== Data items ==
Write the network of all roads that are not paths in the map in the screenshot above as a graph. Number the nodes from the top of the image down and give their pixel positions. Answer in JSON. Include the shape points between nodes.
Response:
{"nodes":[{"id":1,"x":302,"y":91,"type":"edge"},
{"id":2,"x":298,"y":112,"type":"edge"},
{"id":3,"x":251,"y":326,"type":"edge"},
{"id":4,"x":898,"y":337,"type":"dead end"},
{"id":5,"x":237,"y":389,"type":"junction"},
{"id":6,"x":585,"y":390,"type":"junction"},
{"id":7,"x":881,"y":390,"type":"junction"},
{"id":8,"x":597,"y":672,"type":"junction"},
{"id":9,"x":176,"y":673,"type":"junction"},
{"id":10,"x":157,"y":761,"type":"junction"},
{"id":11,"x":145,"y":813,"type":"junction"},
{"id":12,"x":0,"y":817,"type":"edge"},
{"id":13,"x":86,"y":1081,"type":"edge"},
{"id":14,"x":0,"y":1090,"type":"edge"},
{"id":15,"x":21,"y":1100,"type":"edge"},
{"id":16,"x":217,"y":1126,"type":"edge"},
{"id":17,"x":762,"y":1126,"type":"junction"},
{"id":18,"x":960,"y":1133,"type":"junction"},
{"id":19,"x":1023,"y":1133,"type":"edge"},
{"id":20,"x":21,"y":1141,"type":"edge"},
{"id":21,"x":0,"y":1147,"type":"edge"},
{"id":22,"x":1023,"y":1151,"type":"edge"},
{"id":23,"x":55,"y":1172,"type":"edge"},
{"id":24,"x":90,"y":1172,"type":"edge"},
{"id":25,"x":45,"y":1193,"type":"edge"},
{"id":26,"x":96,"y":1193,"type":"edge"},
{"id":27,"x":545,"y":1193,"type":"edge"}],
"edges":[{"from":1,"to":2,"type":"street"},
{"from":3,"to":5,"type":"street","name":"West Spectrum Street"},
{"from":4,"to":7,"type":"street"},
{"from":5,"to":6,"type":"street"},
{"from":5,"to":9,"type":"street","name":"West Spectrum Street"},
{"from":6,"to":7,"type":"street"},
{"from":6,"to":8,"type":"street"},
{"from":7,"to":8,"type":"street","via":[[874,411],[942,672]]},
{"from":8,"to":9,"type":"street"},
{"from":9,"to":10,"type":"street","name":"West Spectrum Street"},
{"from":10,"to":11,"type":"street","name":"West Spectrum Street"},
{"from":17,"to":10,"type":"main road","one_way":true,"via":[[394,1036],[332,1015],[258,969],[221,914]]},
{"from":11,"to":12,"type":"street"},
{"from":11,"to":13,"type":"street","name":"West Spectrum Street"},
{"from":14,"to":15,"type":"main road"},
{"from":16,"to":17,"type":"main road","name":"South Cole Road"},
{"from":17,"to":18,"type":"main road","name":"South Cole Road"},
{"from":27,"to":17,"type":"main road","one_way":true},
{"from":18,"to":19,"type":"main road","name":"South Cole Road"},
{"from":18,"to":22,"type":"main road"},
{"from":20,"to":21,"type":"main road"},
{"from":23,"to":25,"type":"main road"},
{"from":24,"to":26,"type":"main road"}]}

== EXERCISE REQUIREMENTS ==
If a line above includes the string "junction", pick it out.

== OUTPUT FOR THIS TASK ==
{"id":5,"x":237,"y":389,"type":"junction"},
{"id":6,"x":585,"y":390,"type":"junction"},
{"id":7,"x":881,"y":390,"type":"junction"},
{"id":8,"x":597,"y":672,"type":"junction"},
{"id":9,"x":176,"y":673,"type":"junction"},
{"id":10,"x":157,"y":761,"type":"junction"},
{"id":11,"x":145,"y":813,"type":"junction"},
{"id":17,"x":762,"y":1126,"type":"junction"},
{"id":18,"x":960,"y":1133,"type":"junction"},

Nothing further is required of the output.